Große Herausforderungen bei weiter steigenden Belegungszahlen

Der Kindertagesstättenbedarfsplan (KBPL) Brandenburg an der Havel für den Planungszeitraum 2023/2024 liegt als Entwurf vor und wird gegenwärtig in den Ausschüssen der Stadtverordnetenversammlung diskutiert. Die große Nachfrage nach Kitaplätzen ist ein Zeichen der nachhaltig positiven Entwicklung unserer lebenswerten Stadt.

Während in 2018 erstmals mehr als 5.000 Kinder betreut wurden, lag die Maximalbelegung in 2022 bei 5.783 Kindern,

berichtet die zuständige Beigeordnete Alexandra Adel.

Um diesen Bedarf zu decken, sind in den vergangenen Jahren zahlreiche neue Kitas entstanden, zuletzt die Kita Lebenswelten am Gallberg mit 204 Plätzen.

Der KBPL zeigt diese Entwicklung auf, trifft aber insbesondere wichtige Aussagen für die Zukunft. Insgesamt übersteigt sowohl im Betreuungsbereich Kinderkrippe und Kindergarten (+76 Plätze) als auch im Betreuungsbereich Hort (+220 Plätze) im Planungszeitraum der ermittelte Bedarf den Bestand.
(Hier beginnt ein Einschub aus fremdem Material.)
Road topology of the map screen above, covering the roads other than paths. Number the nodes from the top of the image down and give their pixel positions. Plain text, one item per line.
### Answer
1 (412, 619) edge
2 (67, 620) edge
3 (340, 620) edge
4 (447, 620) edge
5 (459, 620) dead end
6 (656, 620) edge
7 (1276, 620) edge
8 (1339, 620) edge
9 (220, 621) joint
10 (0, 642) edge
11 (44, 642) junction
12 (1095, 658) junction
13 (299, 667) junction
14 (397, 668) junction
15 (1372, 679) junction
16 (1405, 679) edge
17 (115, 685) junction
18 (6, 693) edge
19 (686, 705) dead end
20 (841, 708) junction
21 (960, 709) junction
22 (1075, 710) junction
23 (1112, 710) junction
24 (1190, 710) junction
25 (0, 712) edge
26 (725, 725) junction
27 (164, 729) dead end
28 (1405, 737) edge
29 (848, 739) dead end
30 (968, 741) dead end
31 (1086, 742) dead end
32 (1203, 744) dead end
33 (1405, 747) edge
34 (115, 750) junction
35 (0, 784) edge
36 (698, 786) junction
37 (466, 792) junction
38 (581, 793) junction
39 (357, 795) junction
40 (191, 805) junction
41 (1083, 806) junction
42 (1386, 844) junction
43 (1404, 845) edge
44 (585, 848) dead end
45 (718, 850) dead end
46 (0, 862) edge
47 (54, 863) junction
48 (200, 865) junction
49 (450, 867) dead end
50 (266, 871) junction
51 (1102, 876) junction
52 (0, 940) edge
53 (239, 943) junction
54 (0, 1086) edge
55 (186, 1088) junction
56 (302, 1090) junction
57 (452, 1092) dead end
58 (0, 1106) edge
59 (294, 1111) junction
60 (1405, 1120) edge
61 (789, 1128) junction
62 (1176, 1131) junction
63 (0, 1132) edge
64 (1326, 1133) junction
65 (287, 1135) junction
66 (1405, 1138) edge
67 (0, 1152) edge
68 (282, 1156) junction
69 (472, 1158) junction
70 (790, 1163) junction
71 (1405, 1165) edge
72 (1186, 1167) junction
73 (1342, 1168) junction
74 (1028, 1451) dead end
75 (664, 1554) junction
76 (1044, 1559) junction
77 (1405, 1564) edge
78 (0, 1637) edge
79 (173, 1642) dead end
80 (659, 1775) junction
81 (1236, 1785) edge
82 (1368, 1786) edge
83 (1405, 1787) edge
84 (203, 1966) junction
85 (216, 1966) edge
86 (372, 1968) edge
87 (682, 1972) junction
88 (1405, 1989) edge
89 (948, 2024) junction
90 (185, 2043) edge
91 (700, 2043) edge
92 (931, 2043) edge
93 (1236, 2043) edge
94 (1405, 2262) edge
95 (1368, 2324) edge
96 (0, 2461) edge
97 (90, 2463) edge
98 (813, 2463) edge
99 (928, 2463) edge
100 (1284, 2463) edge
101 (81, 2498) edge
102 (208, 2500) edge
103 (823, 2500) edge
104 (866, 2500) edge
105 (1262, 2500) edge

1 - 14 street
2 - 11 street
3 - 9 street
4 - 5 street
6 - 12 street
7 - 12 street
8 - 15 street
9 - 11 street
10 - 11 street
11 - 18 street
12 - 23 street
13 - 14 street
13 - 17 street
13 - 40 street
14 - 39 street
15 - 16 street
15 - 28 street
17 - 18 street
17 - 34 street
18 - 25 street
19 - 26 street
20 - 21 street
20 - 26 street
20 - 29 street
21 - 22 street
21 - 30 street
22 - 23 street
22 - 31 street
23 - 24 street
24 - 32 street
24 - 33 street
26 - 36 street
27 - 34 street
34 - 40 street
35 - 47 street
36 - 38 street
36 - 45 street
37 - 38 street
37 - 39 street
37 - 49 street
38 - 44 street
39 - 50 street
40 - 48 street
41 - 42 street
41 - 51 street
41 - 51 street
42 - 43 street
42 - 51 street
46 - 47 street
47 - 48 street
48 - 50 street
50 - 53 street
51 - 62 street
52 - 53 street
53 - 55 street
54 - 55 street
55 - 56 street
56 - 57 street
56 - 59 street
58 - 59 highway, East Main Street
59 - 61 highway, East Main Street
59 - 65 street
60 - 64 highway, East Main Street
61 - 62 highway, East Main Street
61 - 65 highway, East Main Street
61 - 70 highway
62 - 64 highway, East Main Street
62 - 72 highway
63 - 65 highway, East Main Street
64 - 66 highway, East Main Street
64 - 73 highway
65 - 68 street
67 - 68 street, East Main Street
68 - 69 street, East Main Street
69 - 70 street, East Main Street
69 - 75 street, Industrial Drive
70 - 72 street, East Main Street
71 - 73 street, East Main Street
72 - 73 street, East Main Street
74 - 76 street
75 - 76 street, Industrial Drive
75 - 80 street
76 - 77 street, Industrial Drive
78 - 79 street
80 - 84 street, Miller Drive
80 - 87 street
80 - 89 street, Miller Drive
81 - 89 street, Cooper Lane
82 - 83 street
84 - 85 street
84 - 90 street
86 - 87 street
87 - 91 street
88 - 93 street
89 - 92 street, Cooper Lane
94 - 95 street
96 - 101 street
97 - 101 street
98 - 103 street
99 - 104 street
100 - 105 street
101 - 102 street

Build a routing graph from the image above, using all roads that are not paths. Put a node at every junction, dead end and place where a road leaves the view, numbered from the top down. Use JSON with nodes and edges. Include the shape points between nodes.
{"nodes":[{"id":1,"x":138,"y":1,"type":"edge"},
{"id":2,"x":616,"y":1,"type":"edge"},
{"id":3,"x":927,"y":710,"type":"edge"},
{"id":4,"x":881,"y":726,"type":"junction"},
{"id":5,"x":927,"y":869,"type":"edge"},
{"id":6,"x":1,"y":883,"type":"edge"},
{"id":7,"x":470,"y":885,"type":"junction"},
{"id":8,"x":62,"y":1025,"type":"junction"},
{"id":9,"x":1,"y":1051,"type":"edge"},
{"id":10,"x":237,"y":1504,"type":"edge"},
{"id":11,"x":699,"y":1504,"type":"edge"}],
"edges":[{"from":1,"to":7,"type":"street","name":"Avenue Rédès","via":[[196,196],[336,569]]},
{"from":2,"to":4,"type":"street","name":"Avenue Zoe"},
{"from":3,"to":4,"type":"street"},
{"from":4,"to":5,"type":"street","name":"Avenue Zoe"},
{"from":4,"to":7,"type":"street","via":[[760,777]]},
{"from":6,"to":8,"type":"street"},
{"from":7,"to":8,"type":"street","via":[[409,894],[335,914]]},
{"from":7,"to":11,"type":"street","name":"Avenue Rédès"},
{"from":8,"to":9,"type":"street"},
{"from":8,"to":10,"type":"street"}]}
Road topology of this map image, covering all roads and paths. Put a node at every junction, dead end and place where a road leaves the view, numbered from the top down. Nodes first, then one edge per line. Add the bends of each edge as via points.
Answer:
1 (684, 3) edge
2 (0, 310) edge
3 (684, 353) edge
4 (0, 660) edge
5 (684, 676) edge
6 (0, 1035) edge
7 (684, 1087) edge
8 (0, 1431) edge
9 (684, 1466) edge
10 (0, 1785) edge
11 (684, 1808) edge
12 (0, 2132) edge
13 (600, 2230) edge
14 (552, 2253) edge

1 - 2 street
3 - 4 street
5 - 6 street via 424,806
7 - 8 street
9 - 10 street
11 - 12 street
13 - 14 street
Es werden diverse Maßnahmen aufgezeigt, um alle Versorgungsbedarfe kurz-, mittel- sowie langfristig zu decken. Hierbei ist insbesondere die Schaffung zusätzlicher Hortplätze in erheblicher Anzahl zunächst im Übergangshort in Modulbauweise in der Hammerstraße (Inbetriebnahme im 1. Quartal 2024) sowie langfristig im Bildungscampus am Wiesenweg zu benennen.

Zwar stehen in Bezug auf die Gesamtstadt weiterhin freie Plätze zur Verfügung, aber gerade die nachgefragte Innenstadt und der sogenannte Ring weisen eine Maximal-Belegung von 99% bzw. 95% auf. Dazu kommt die absehbare bauliche Entwicklung auf dem Wohnungsmarkt und die wirtschaftliche Entwicklung der Stadt (z.B. Ansiedlung und Aufwachsen des BfAA).

Es wird daher mittel- und langfristig unerlässlich sein, wohnortnah bzw. arbeitsortnah (bezogen auf Kinderkrippe und Kindergarten) bzw. schulortnah (bezogen auf Hort) weitere Betreuungsmöglichkeiten zu schaffen,

erläutert Alexandra Adel.

Vor dem Hintergrund erheblicher Kostensteigerungen – nicht zuletzt auch im Bereich Kita – steht die Stadt hier vor großen Herausforderungen, die aber gleichzeitig Teil einer wünschenswerten Entwicklung sind.